I had a question, and before I had to go back to sleep—when this time was over I might never nap again—seemed like a good idea to ask it. “Why weren’t you afraid? Most people run from demons, and they’ve lived with them around their whole lives. Why aren’t you terrified of Bob under the house?”
Ren’s smile was slow. “Not a lot frightens me. I don’t go looking for trouble, but when I have to deal with it, I’m not usually worked up. That being said, I was scared seeing you fight that demon at the gate. If I had been here to see what Wayne saw, I think it would have scared me, too. You said you’d protect us from Bob. I believed you. Why be scared? From the little I’ve observed, you keep a lot of things to yourself, but when you say something, you mean it.”
“Thanks.” I nodded. “I actually don’t talk to a lot of people. Mostly, I keep to myself.”
He patted the side of the bed. “Then we have that in common. Those four other people I’m with? They’re pretty much it for me.”
I yawned. Okay, the need for sleep was coming back. “You’ll have to get over that. You need to go back to Peter’s Isle and have a family there.”

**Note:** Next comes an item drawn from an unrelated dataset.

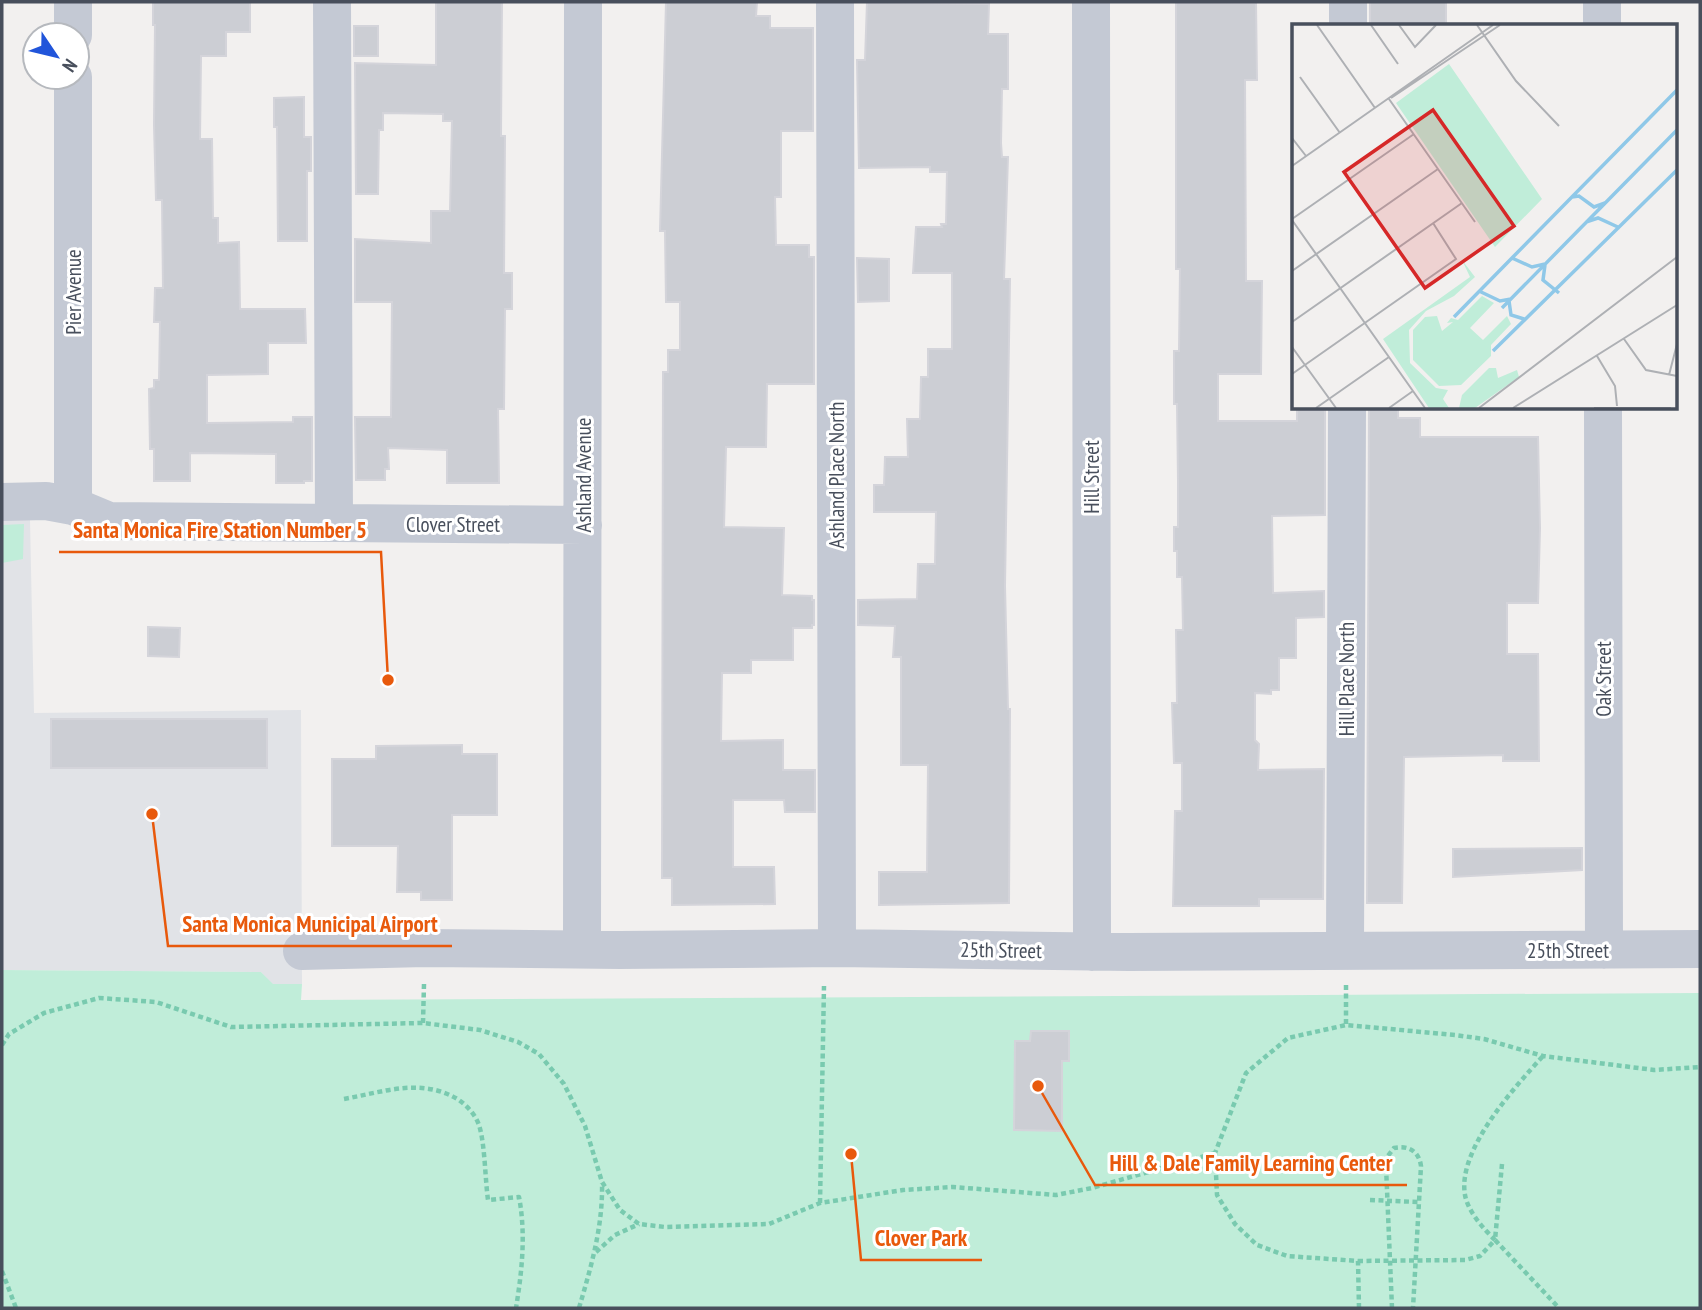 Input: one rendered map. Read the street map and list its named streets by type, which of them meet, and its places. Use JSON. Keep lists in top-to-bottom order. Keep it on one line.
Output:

His laugh shocked me. What was funny? Yet, there he knelt next to my bed acting like I’d said something really amusing. “Do I? Thanks for the update. There’s still more world to see.”
“That’s funny. I’ve seen a chunk of the world.” Although how I had gotten from Katrina’s Sisterhood to this one remained a mystery. “I’d rather be where you left.”
No more demons. No more pain. No more battles.
I was asleep by the time he closed the door.
I ran down a long, dark path. Oh no, I knew this place. This was the curse. Trapped in my mind where I couldn’t get out, endlessly running and never getting anywhere. In the distance, a baby cried. I stopped running. Well, that was new.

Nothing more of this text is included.